• What needs to be done: What's wanted is each entry repeated verbatim, minus its images.
-----
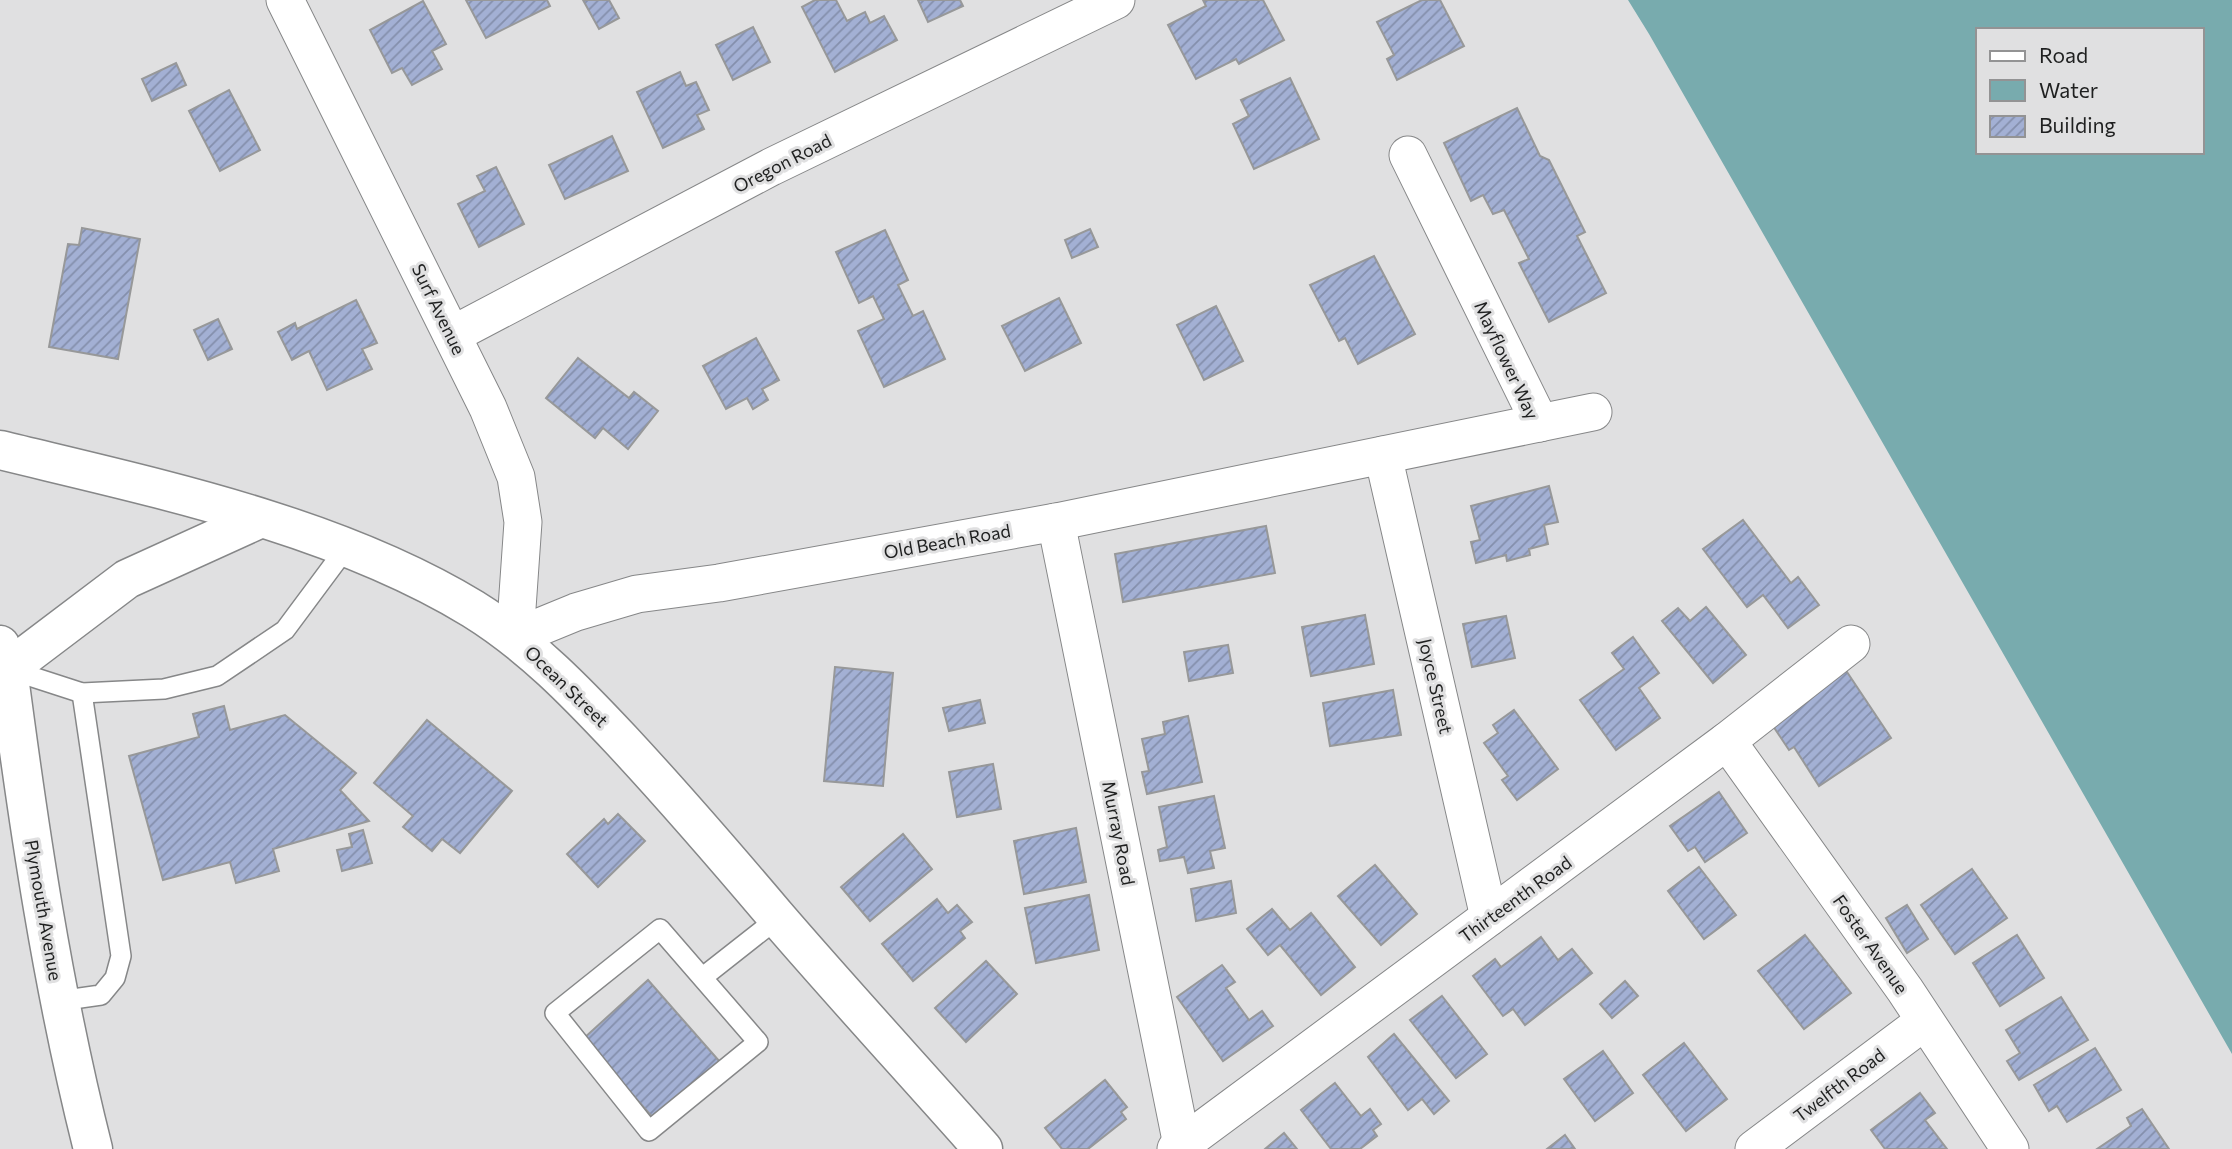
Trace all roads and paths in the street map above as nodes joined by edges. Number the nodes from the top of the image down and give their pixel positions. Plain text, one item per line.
1 (1115, 0) edge
2 (299, 5) edge
3 (1408, 155) dead end
4 (452, 335) junction
5 (1593, 412) dead end
6 (1540, 423) junction
7 (0, 450) edge
8 (1383, 455) junction
9 (259, 519) junction
10 (1056, 522) junction
11 (346, 548) junction
12 (516, 638) junction
13 (1851, 644) dead end
14 (4, 657) edge
15 (82, 693) junction
16 (1727, 741) junction
17 (1489, 917) junction
18 (778, 918) junction
19 (704, 977) junction
20 (59, 1001) junction
21 (1925, 1021) junction
22 (1179, 1147) edge
23 (93, 1149) edge
24 (983, 1149) edge
25 (1754, 1149) edge
26 (2010, 1149) edge

1 - 4 street, Oregon Road
2 - 4 street, Surf Avenue
3 - 6 street, Mayflower Way
4 - 12 street, Surf Avenue
5 - 6 street
6 - 8 street, Mayflower Way
7 - 9 main road, Ocean Street
8 - 10 street, Old Beach Road
8 - 17 street, Joyce Street
9 - 11 main road, Ocean Street
9 - 14 main road
10 - 12 street, Old Beach Road
10 - 22 street, Murray Road
11 - 12 main road, Ocean Street
11 - 15 lane
12 - 18 main road, Ocean Street
13 - 16 street, Thirteenth Road
14 - 15 lane
14 - 20 main road, Plymouth Avenue
15 - 20 lane
16 - 17 street, Thirteenth Road
16 - 21 street, Foster Avenue
17 - 22 street, Thirteenth Road
18 - 19 lane
18 - 24 main road, Ocean Street
19 - 19 lane
20 - 23 main road, Plymouth Avenue
21 - 25 street, Twelfth Road
21 - 26 street, Foster Avenue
-----
• Written reply:
Trace all roads and paths in the street map above as nodes joined by edges. Number the nodes from the top of the image down and give their pixel positions. Plain text, one item per line.
1 (1115, 0) edge
2 (299, 5) edge
3 (1408, 155) dead end
4 (452, 335) junction
5 (1593, 412) dead end
6 (1540, 423) junction
7 (0, 450) edge
8 (1383, 455) junction
9 (259, 519) junction
10 (1056, 522) junction
11 (346, 548) junction
12 (516, 638) junction
13 (1851, 644) dead end
14 (4, 657) edge
15 (82, 693) junction
16 (1727, 741) junction
17 (1489, 917) junction
18 (778, 918) junction
19 (704, 977) junction
20 (59, 1001) junction
21 (1925, 1021) junction
22 (1179, 1147) edge
23 (93, 1149) edge
24 (983, 1149) edge
25 (1754, 1149) edge
26 (2010, 1149) edge

1 - 4 street, Oregon Road
2 - 4 street, Surf Avenue
3 - 6 street, Mayflower Way
4 - 12 street, Surf Avenue
5 - 6 street
6 - 8 street, Mayflower Way
7 - 9 main road, Ocean Street
8 - 10 street, Old Beach Road
8 - 17 street, Joyce Street
9 - 11 main road, Ocean Street
9 - 14 main road
10 - 12 street, Old Beach Road
10 - 22 street, Murray Road
11 - 12 main road, Ocean Street
11 - 15 lane
12 - 18 main road, Ocean Street
13 - 16 street, Thirteenth Road
14 - 15 lane
14 - 20 main road, Plymouth Avenue
15 - 20 lane
16 - 17 street, Thirteenth Road
16 - 21 street, Foster Avenue
17 - 22 street, Thirteenth Road
18 - 19 lane
18 - 24 main road, Ocean Street
19 - 19 lane
20 - 23 main road, Plymouth Avenue
21 - 25 street, Twelfth Road
21 - 26 street, Foster Avenue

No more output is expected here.